Accident rates are going to go up. That's a good thing...its a move towards the things humans find more difficult too. We should, however, expect slowing progress to level 4 autonomy. This is typical of system capability growth; exponential in the beginning, asymptotic near the end. People that are rushing this are out of line; akin to immediate commercializations of lab rat successes. Give them time.
As of late 2017, Waymo/Google reported having driven a total of 4 million miles on roads. Given that Waymo is one of the biggest players, it's hard to see how all of autonomous cars have driven 100 million miles at this point.

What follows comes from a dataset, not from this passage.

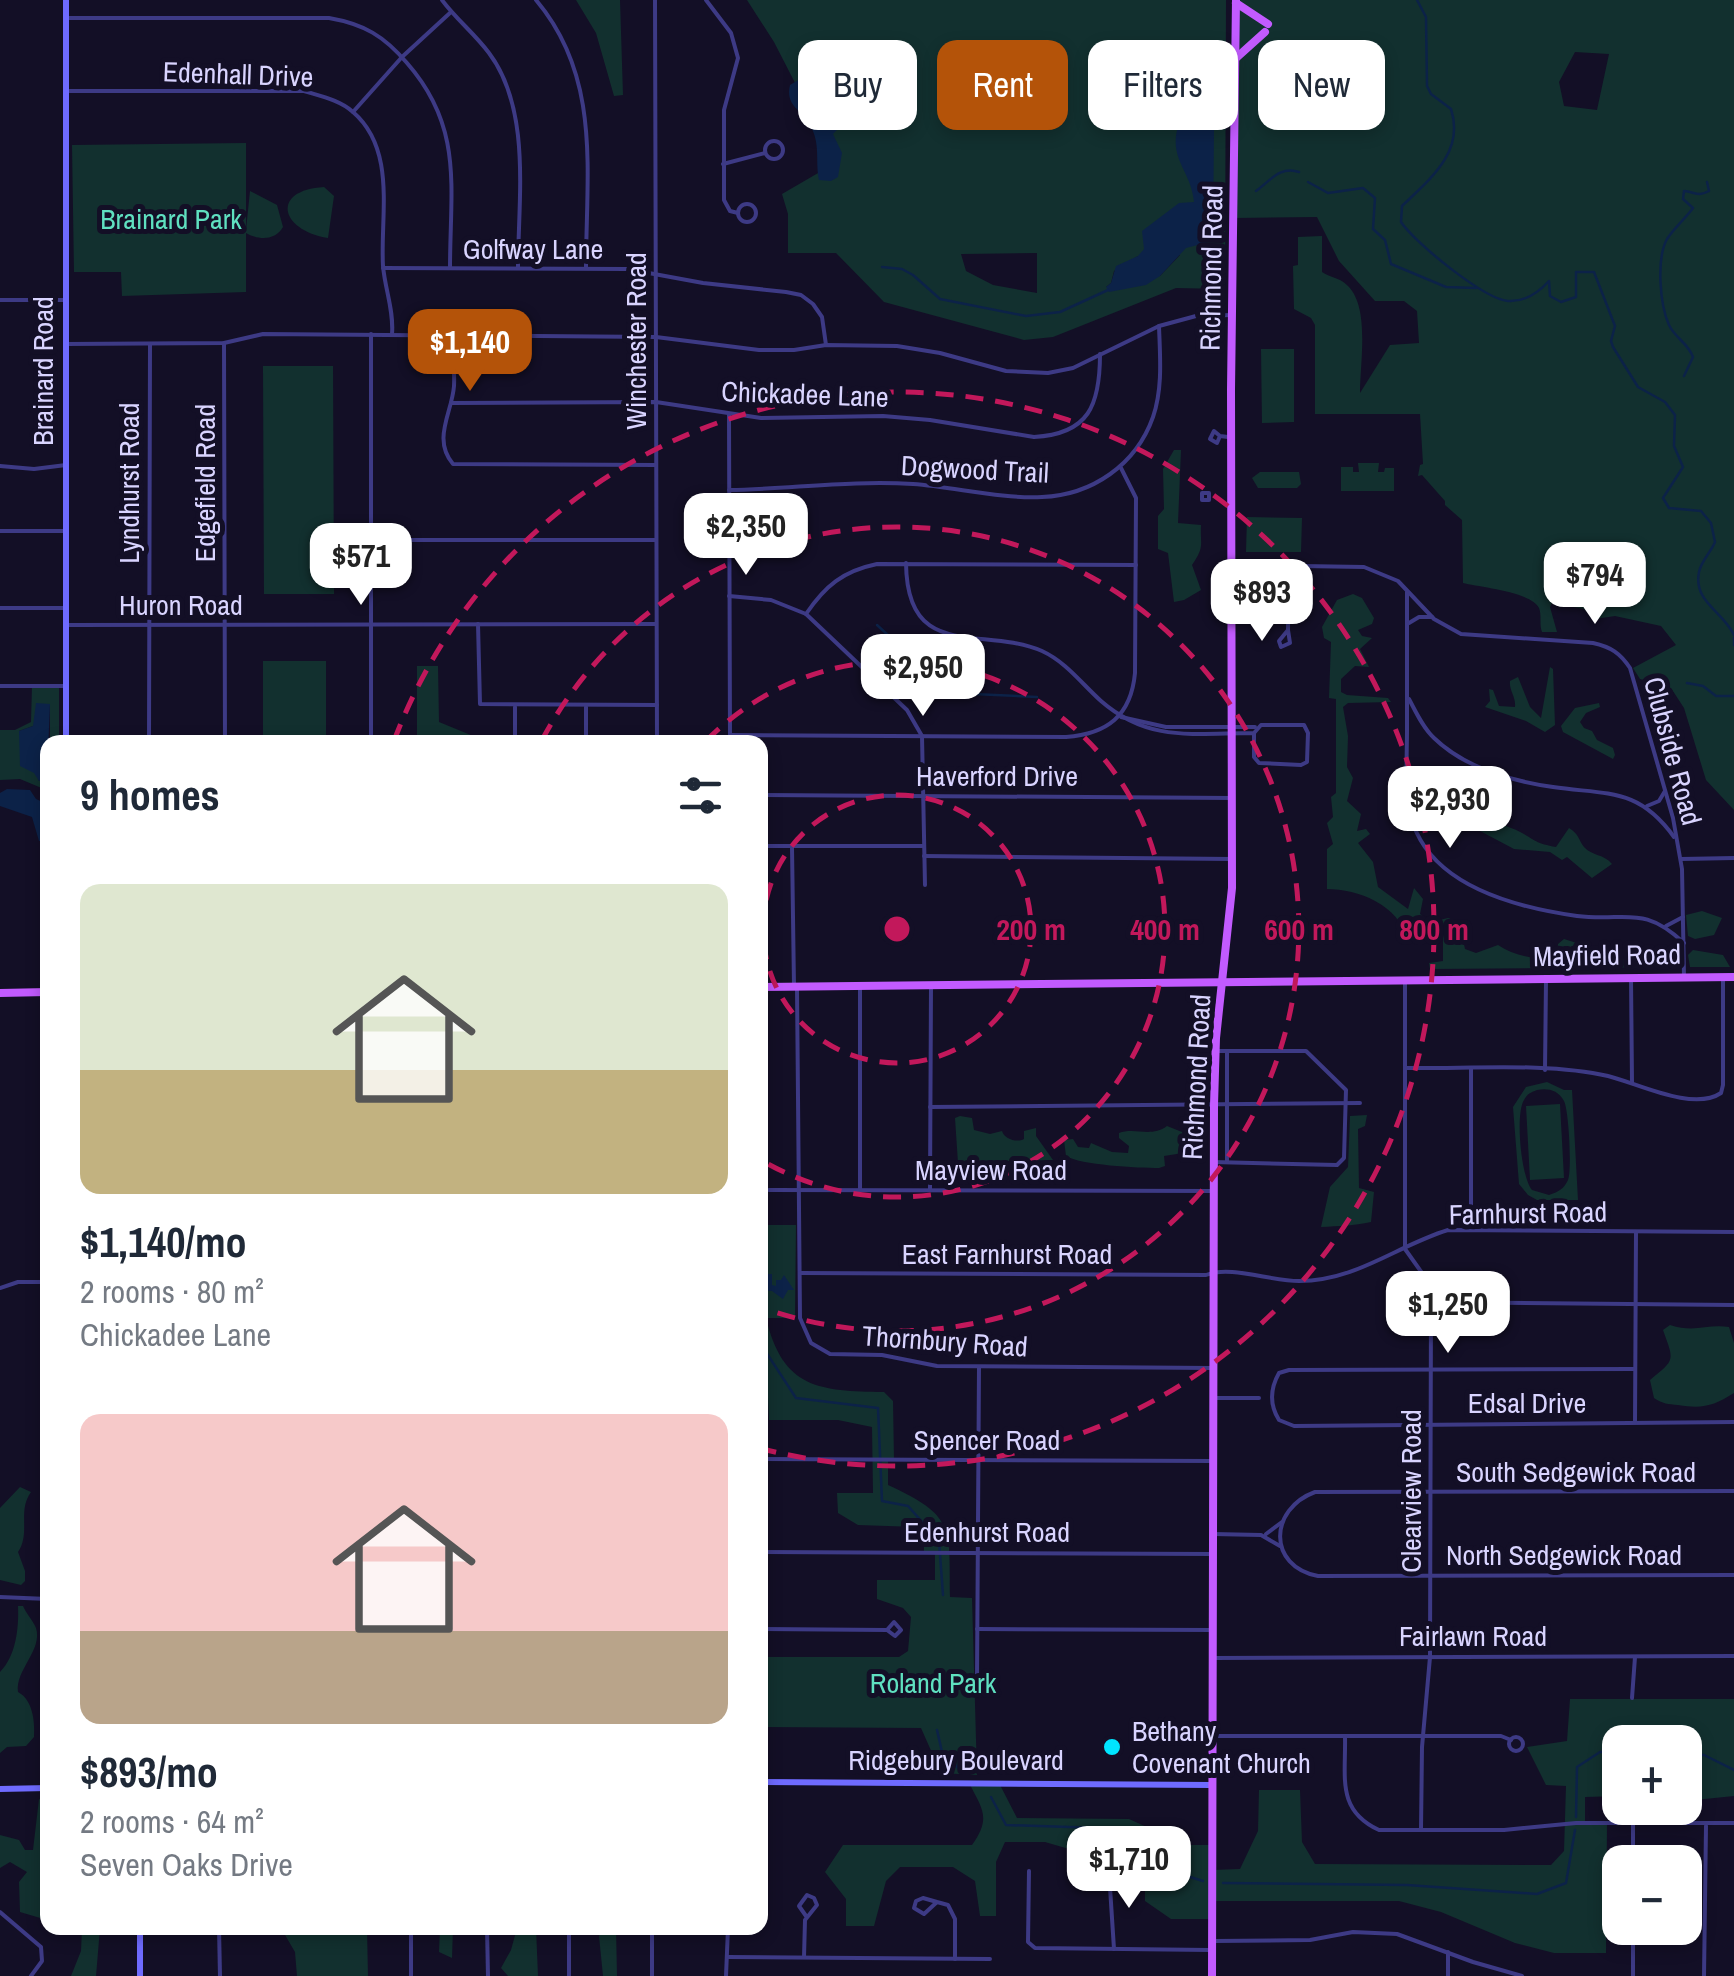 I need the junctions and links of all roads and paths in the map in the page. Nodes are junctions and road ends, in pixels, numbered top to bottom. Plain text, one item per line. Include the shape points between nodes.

Nevermind that the initial rollouts almost always involve locales in which driving conditions are relatively safe (e.g. nice weather and infrastructure). Nevermind that the vast majority of autonomous testing so far has involved the presence of a human driver, and that there have been hundreds of disengagements:
Humans may be terrible at driving, but the stats are far from being in favor of autonomous vehicles. Which is to be expected given the early stage of the tech.
Waymo has been scaling their level of testing with their level of safety. What has changed is that Waymo think they are safe enough to start doing more widespread testing in SF without a safety driver.
This seems to be a strong counter to all those who were claiming that level 4 self-driving cars would be limited to flat, dry climates for the forseable future.